Ideologi yang berslogan sama rasa sama rata itu memandang kepemimpinan dalam adat Minang yang dilangsungkan oleh tigo tungku sajarangan/tigo tali sapilin, yaitu penghulu, alim ulama, dan niniak mamak sebagai warisan feodal yang harus diganyang. Mereka anggap hal tersebut menciptakan perbedaan kelas.
Di tahun-tahun itu, antara pengikut komunis dan lawan politiknya terdapat dua pilihan. Membunuh atau terbunuh.

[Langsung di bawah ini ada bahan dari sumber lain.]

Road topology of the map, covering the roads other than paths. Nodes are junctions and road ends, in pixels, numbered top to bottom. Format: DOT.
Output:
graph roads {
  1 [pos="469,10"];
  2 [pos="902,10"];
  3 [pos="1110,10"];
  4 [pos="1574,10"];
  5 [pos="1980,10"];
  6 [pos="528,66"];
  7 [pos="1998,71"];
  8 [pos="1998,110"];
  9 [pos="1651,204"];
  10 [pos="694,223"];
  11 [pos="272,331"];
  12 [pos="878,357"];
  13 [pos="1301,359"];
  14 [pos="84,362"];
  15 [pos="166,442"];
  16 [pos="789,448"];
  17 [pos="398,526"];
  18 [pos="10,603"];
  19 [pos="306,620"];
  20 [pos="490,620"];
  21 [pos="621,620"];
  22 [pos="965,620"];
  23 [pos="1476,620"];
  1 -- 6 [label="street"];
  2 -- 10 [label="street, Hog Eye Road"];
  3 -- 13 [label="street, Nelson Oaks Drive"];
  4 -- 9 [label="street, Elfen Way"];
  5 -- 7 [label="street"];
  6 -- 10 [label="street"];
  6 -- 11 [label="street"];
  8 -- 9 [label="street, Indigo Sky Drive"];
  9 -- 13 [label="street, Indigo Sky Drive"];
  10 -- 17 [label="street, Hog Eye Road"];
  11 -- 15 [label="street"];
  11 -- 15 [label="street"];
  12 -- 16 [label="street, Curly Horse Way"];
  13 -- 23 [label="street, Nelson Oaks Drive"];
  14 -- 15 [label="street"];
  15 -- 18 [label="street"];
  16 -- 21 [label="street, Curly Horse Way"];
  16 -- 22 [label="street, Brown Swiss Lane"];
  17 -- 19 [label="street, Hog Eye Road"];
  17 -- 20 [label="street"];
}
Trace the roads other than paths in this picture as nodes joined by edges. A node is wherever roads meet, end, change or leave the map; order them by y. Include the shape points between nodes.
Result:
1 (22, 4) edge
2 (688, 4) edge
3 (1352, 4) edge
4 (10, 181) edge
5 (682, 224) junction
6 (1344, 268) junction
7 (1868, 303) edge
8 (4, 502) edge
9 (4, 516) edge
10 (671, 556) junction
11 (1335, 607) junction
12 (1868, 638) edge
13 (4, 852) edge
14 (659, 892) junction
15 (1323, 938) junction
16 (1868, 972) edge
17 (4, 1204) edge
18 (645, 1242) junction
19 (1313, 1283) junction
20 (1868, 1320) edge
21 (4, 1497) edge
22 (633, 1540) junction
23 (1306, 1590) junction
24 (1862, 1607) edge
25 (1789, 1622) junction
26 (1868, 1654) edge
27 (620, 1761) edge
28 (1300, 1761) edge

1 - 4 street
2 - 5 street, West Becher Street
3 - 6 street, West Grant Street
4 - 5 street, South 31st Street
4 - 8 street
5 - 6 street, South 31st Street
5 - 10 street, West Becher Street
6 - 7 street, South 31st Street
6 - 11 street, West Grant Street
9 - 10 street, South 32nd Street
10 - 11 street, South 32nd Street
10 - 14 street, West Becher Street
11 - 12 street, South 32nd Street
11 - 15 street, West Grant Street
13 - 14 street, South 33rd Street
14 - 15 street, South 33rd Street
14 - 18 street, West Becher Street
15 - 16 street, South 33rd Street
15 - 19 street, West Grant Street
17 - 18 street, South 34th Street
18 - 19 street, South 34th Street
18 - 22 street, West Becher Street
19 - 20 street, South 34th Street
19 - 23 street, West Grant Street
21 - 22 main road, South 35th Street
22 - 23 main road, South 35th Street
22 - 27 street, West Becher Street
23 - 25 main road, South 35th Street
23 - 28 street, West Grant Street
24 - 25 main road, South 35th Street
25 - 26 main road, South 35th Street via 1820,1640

Saya tidak pungkiri adanya pembantaian dan penangkapan tanpa keadilan yang jelas pasca G30S/PKI saat rakyat, mahasiswa dan tentara memburu kader-kader Karl Max. Bukan soal benar atau salah. Bagi saya itu adalah kecelakaan sejarah. Disebut kecelakaan, karena keberadaan PKI hanya membuat celaka.
Berhasil atau tidaknya pemberontakan G30S/PKI tetap akan ada pembantaian. Karena gagal, maka pengikut komunis diburu. Andai menang, mereka yang memburu. Bahkan bisa lebih sadis lagi.
Tapi alhamdulillah Allah lindungi negeri ini.
Kini keturunan PKI menuntut negara meminta maaf. Namun keturunan mereka yang terbantai oleh partai itu, kepada siapa meminta hal serupa? Andai gerakan PKI berhasil, pembantaian akan meluas, dan anak cucu para korban tidak akan pernah bisa mengangkat wacana permintaan maaf oleh negara.
Tapi persoalannya bukan sekedar maaf memaafkan. Lebih dari itu, atas berulang kalinya pembantaian yang dilakukan, sudah tidak boleh lagi ada tempat untuk sebuah gerakan berideologi komunis berdiri legal di Indonesia.
Itulah ideologi haus darah. “Selama 74 tahun komunis itu rata-rata membunuh 1.621.621 orang setiap tahun atau 4.504 orang per hari atau tiga orang per menit di 75 negara,” ujar penyair angkatan 1966, Taufiq Ismail.
Stalin telah membunuh 43 juta orang. Sekitar 39 juta orang mati di kamp-kamp kerja paksa.
Komunis China dari 1949 hingga 1987 telah membunuh 40 juta warganya.
Rezim Khmer Merah pimpinan Pol Pot selama April 1975 – Desember 1978 telah membantai dua juta atau 28,57 persen jumlah penduduk.
Komunis juga membantai keluarga kesultanan di Sumatera Timur. Belum lagi Madiun, pesantren-pesantren di Jawa, dan yang dikenang tiap tahun: para Jenderal Angkatan Darat.
Di tengah hasutan yang menuduh tentara dan orde baru keji karena membantai orang-orang tak bersalah saat membasmi PKI pasca G30S/PKI, jangan lupakan bahwa orang tua atau kakek nenek kita adalah potensi korban pembantaian oleh PKI andai mereka berhasil dalam pemberontakan tersebut dalam rangka memaksakan ideologinya.